Wingefors pointedly said in his earnings report that his “determination not to become a ‘corporate machine’” is as strong as ever. At the very least, this is what it takes to run a game business well, or at least avoid running it into the ground. We talk so much about “indies” in the game business. But I truly wish that the indies were big corporate game studios like WBIE that had the independence to make their own financial investments and decisions. People like Kevin Chou, cofounder of Forte (which just raised a ton of money), are busy creating the technologies and the business models that could enable game companies to grow faster and become more financially independent.

I’m under no illusion that a lot of bad managers are indigenous to the games business.

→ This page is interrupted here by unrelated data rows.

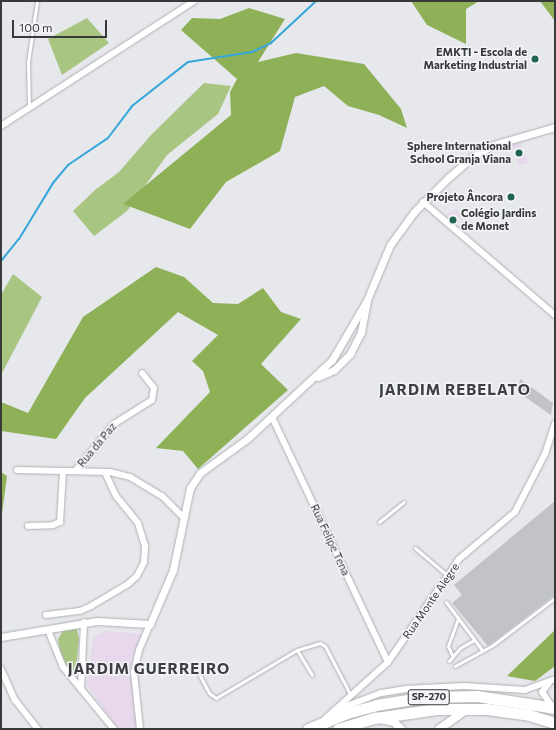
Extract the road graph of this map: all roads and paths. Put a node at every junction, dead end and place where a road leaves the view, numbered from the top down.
1 (37, 1) edge
2 (194, 1) edge
3 (29, 108) junction
4 (1, 126) edge
5 (555, 127) edge
6 (423, 202) junction
7 (367, 300) junction
8 (555, 315) edge
9 (142, 373) dead end
10 (316, 377) junction
11 (272, 417) junction
12 (555, 424) edge
13 (17, 470) dead end
14 (76, 470) junction
15 (63, 471) junction
16 (105, 472) junction
17 (404, 502) dead end
18 (184, 518) junction
19 (379, 522) dead end
20 (28, 526) dead end
21 (415, 548) dead end
22 (447, 575) junction
23 (555, 598) edge
24 (446, 602) dead end
25 (46, 615) dead end
26 (458, 618) junction
27 (84, 622) junction
28 (150, 624) junction
29 (48, 630) junction
30 (1, 637) edge
31 (474, 640) junction
32 (297, 650) junction
33 (482, 650) junction
34 (452, 656) junction
35 (449, 661) dead end
36 (388, 662) junction
37 (455, 666) dead end
38 (1, 669) edge
39 (199, 674) dead end
40 (312, 675) dead end
41 (553, 680) edge
42 (81, 689) junction
43 (353, 692) junction
44 (367, 698) junction
45 (555, 708) edge
46 (468, 709) junction
47 (333, 712) junction
48 (375, 718) junction
49 (322, 722) junction
50 (555, 723) edge
51 (38, 729) edge
52 (114, 729) edge
53 (140, 729) edge
54 (308, 729) edge
55 (338, 729) edge
56 (401, 729) edge
57 (439, 729) edge

1 - 3 lane
2 - 3 street
3 - 4 street
5 - 6 street
6 - 7 street
6 - 8 street
7 - 10 street
7 - 10 street
9 - 14 street, Rua da Paz
10 - 11 street
11 - 18 street
11 - 36 street, Rua Felipe Tena
12 - 22 street, Rua Monte Alegre
13 - 15 street
14 - 15 street
14 - 16 street
15 - 20 street
16 - 18 street
16 - 25 street
17 - 19 lane
18 - 28 street
21 - 22 lane
22 - 36 street, Rua Monte Alegre
23 - 33 lane
24 - 26 lane
26 - 31 lane
26 - 34 lane
27 - 28 street
27 - 29 street
27 - 42 street
28 - 53 street
29 - 30 street
29 - 42 street
31 - 33 lane
31 - 34 lane
32 - 39 lane
32 - 40 lane
32 - 43 lane
33 - 37 lane
34 - 35 lane
36 - 43 street, Rua Monte Alegre
38 - 51 street
41 - 44 street
41 - 45 street
42 - 52 street
43 - 44 street
43 - 47 street, Rua Monte Alegre
44 - 47 street
45 - 49 highway, SP-270
46 - 48 highway, SP-270
46 - 50 highway, SP-270
46 - 57 main road
47 - 49 street, Rua Monte Alegre
48 - 55 highway, SP-270
48 - 56 main road
49 - 54 highway, SP-270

Jason Schreier’s new nonfiction book, Press Reset, chronicles why so many game studios have had to be shut down, affecting game developers livelihoods, forcing them to move, scramble to find new jobs, or just escape the game industry. Some had clueless Hollywood management, like Disney trying to be a parent for Warren Spector’s Epic Mickey games.

I’m looking forward to reading this to find some answers, but I fear that the dumb bosses come in all shapes and flavors.